WHAT TO PRODUCE -
What is the number of lines in the records below holding the string "canvas"? Reply with it and nothing else.

%%

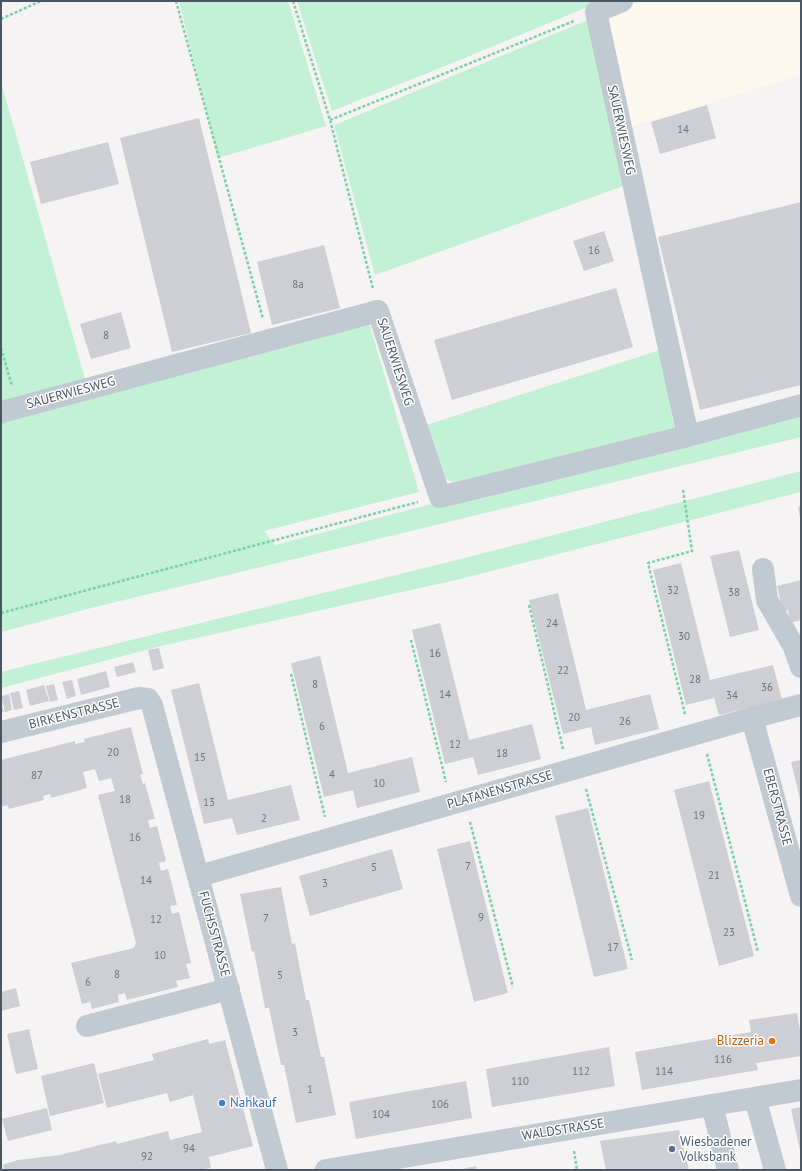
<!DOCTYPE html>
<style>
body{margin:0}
#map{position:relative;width:802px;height:1171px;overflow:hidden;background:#f5f3f3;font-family:"PT Sans",sans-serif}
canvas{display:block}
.frame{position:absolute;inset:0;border:2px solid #4a5661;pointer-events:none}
</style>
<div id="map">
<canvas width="802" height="1171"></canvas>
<div class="frame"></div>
</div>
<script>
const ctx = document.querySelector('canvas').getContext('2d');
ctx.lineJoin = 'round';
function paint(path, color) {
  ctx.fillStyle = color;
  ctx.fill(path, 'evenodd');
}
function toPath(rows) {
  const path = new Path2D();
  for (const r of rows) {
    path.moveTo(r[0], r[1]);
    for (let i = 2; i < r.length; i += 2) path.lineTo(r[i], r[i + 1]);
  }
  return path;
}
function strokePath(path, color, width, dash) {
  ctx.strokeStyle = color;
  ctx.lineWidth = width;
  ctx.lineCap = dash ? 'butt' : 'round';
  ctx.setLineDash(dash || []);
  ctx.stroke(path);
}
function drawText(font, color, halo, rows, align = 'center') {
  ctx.font = font + ' "PT Sans",sans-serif';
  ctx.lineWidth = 3;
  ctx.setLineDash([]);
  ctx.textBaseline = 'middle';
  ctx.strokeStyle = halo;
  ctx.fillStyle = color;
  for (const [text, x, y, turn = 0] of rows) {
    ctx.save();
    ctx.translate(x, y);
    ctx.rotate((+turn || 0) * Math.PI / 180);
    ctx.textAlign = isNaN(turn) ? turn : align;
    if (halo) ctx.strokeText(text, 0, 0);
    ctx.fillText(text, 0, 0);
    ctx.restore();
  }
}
const commercial = toPath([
 [641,1,801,1,801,75,627,128,604,20,611,12]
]);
const green = toPath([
 [179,1,288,1,326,126,218,158],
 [297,1,602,1,460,60,332,111],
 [588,20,629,184,375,275,334,125],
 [1,82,86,382,1,405],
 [369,323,419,492,264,531,275,545,443,501,801,411,801,437,95,607,1,632,1,415],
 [660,350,675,432,453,482,444,478,423,426],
 [801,471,801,492,456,580,161,646,1,688,1,672,453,561]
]);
const building = toPath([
 [707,105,716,138,660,154,651,122],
 [199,118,251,333,172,352,120,138],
 [108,142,119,184,41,204,30,162],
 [801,202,801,385,700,410,658,237],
 [604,231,614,261,584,271,573,241],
 [324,245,340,308,272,325,257,262],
 [616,288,633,347,452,400,434,340],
 [121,312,131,348,91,359,80,324],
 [801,506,801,518,800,518,798,507],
 [739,550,759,630,730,637,710,556],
 [681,563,710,680,773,665,782,700,719,715,714,698,686,705,653,570],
 [801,580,801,620,790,623,788,610,783,612,777,586],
 [558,593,586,710,650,694,659,729,595,745,591,727,563,734,529,600],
 [440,623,469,740,532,724,541,759,478,775,473,757,445,764,412,630],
 [159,648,164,668,153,671,148,650],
 [320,656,348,773,412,757,420,792,357,808,353,790,324,797,291,663],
 [133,662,136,672,117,677,114,667],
 [106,671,110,687,81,695,77,679],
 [72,680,76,696,67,699,62,682],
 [199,683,228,800,291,785,300,820,237,835,232,818,204,824,171,690],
 [54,684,58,700,50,702,46,686],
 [44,685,49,701,30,706,26,690],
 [19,691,23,708,14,710,10,693],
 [9,694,12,710,5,712,1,696],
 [1,703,4,712,1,712],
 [131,727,143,774,140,775,143,784,145,783,155,819,148,820,150,828,157,826,166,861,159,863,161,871,168,869,177,905,170,906,172,914,179,912,191,963,186,964,190,978,176,981,178,987,127,1000,125,993,118,995,119,1002,92,1009,90,1002,82,1004,71,963,134,948,136,943,98,795,115,791,111,778,99,781,95,769,83,772,87,788,51,798,50,794,43,796,44,800,9,809,7,805,1,807,1,760,75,741,75,744,85,742,84,739],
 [801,760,801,799,800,799,791,762],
 [709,781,754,956,719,966,674,790],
 [588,808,628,969,594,977,555,816],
 [470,841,508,993,474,1002,437,849],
 [392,849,403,889,310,916,299,876],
 [281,887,292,944,295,943,306,1000,309,1000,321,1057,324,1057,336,1115,296,1123,284,1065,281,1065,269,1008,265,1008,254,951,252,952,240,894],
 [16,988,20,1006,1,1011,1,992],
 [797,1013,801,1036,801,1056,756,1063,758,1070,642,1090,635,1052,751,1032,749,1020],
 [29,1029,38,1069,16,1074,7,1034],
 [208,1039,209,1044,225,1040,253,1146,209,1157,211,1168,199,1170,1,1170,4,1169,3,1165,5,1164,18,1160,60,1155,116,1141,117,1144,168,1131,170,1140,202,1132,193,1095,170,1102,167,1093,107,1108,98,1074,154,1060,152,1054],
 [609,1047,615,1086,492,1107,486,1069],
 [94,1063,104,1103,50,1116,41,1076],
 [466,1081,472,1118,356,1139,349,1102],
 [801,1107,801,1151,800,1151,791,1109],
 [47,1108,52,1130,8,1141,2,1119],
 [679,1130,689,1170,606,1170,600,1141],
 [476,1166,477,1170,462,1170,462,1169]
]);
const path = toPath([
 [176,1,263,319],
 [293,1,330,120,373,289],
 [1,19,41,1],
 [330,120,574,21],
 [1,348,12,386],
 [683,490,692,551,648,563,685,714],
 [529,605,563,749],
 [1,613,418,502],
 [411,640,446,782],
 [291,674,325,817],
 [707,754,758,952],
 [586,789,632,960],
 [470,822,513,987],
 [574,1151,577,1170]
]);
const minor = toPath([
 [622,1,596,12,688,436],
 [1,412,378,311,440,497,688,436,801,405],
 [763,569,767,600,794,647,801,667],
 [752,718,801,896],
 [1,732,139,698,148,699,152,705,277,1170],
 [199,876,752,718,801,705],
 [87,1026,229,989],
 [755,1098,775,1170],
 [712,1105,728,1170],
 [326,1170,801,1090]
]);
const markers = [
 [772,1041,4,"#e8710a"],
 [222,1103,4,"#3f7fe0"],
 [672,1149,4,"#5c6f8a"]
];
const numberNames = [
 ["14",683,130],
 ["16",594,251],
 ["8a",298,285],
 ["8",106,336],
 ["32",673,591],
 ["38",734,593],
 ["24",552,624],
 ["30",684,637],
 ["16",435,654],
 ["22",563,671],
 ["28",695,680],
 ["8",315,685],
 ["36",767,688],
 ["14",445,695],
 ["34",732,696],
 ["20",574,718],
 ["26",625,722],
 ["6",322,727],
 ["12",455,745],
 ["20",113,753],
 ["18",502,754],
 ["15",200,758],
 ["4",332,775],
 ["87",37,776],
 ["10",379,784],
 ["18",125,800],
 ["13",209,803],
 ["19",699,816],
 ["2",264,819],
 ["16",135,838],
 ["7",468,867],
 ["5",374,868],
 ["21",714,876],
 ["14",146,881],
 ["3",325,884],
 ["9",481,918],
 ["7",266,919],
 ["12",156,920],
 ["23",729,933],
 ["17",613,948],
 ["10",160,956],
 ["8",117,975],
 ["5",280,976],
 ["6",88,983],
 ["3",295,1033],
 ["116",723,1060],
 ["112",581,1072],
 ["114",664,1072],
 ["110",520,1082],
 ["1",310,1090],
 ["106",440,1105],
 ["104",381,1115],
 ["94",189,1149],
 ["92",147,1157]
];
const streetNames = [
 ["SAUERWIESWEG",621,130,78],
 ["SAUERWIESWEG",395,362,72],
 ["SAUERWIESWEG",71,393,-15],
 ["BIRKENSTRASSE",74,714,-14],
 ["PLATANENSTRASSE",500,790,-16],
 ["EBERSTRASSE",777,807,75],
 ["FUCHSSTRASSE",214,934,75],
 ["WALDSTRASSE",563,1130,-9]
];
const foodNames = [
 ["Blizzeria",764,1041]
];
const shopNames = [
 ["Nahkauf",230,1103]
];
const serviceNames = [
 ["Wiesbadener",680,1142],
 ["Volksbank",680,1157]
];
paint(commercial, '#fdf9ef');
paint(green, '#c3f1d5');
paint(building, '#cdcfd5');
strokePath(path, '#7ad0a6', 2.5, [3, 2]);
strokePath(minor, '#c1cad2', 22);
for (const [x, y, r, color] of markers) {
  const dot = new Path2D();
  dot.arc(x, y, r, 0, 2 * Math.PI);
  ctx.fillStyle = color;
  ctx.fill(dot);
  strokePath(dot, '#fff', 1.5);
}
drawText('11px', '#6b747e', null, numberNames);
drawText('13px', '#4a5661', '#fff', streetNames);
drawText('13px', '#c56008', '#fff', foodNames, 'right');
drawText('13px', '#366cbe', '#fff', shopNames, 'left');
drawText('13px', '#4e5e75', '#fff', serviceNames, 'left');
</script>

%%

TASK SOLUTION -
3